(Extracted data entries)
☆ ☆ ☆ ☆ ☆ ☆ ☆

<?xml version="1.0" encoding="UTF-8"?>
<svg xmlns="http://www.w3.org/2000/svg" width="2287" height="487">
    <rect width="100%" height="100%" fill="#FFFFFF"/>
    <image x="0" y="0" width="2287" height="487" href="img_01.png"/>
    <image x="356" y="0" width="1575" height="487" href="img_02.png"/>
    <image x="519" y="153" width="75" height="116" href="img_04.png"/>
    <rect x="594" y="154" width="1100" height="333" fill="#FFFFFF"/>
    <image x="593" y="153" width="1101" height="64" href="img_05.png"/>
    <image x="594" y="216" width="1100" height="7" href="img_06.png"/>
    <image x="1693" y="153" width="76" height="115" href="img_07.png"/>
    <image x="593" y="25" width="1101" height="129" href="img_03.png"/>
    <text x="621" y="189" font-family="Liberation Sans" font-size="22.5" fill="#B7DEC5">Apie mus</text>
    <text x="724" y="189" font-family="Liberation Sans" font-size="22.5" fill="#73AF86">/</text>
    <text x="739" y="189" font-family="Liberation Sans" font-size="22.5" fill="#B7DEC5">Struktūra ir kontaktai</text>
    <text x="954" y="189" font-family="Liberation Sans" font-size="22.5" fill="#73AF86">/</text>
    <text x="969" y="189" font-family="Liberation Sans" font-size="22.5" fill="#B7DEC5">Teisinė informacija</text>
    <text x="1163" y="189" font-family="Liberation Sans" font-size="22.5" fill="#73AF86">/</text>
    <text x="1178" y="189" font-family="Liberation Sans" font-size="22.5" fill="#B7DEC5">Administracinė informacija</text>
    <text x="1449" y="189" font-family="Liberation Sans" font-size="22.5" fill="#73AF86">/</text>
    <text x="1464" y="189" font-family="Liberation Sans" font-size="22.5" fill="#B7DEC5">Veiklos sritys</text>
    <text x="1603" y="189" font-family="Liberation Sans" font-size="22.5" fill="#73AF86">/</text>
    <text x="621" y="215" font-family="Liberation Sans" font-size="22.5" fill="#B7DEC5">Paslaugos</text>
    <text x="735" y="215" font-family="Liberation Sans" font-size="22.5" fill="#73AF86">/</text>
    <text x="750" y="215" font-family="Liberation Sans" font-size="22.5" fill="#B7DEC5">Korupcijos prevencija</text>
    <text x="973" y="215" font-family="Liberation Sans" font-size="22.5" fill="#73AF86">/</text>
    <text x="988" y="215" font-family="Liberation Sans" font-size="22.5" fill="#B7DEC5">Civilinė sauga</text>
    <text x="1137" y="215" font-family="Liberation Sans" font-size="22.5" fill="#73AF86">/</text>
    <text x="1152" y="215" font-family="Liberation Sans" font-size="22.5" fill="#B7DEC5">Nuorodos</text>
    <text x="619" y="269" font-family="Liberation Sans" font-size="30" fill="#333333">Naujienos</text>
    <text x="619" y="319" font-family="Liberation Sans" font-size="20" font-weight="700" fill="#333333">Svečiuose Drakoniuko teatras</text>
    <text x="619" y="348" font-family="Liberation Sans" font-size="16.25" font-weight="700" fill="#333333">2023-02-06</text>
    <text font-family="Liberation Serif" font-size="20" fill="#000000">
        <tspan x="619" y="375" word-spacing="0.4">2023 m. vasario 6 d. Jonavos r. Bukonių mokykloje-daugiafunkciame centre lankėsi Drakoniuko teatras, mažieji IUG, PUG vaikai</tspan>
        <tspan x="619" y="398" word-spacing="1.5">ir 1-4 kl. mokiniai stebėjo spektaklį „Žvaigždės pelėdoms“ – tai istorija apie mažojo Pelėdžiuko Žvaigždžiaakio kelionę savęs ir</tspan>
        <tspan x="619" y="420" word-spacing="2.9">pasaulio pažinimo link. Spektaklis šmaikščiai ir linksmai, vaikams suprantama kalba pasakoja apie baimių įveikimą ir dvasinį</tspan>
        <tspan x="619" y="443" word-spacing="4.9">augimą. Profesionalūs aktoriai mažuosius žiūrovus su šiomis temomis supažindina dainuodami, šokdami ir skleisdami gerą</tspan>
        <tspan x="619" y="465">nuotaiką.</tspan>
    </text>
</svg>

☆ ☆ ☆ ☆ ☆ ☆ ☆

TASK TO COMPLETE. Above are some records; copy each line there that contains "teatras".

ANSWER BOX.
    <text x="619" y="319" font-family="Liberation Sans" font-size="20" font-weight="700" fill="#333333">Svečiuose Drakoniuko teatras</text>
        <tspan x="619" y="375" word-spacing="0.4">2023 m. vasario 6 d. Jonavos r. Bukonių mokykloje-daugiafunkciame centre lankėsi Drakoniuko teatras, mažieji IUG, PUG vaikai</tspan>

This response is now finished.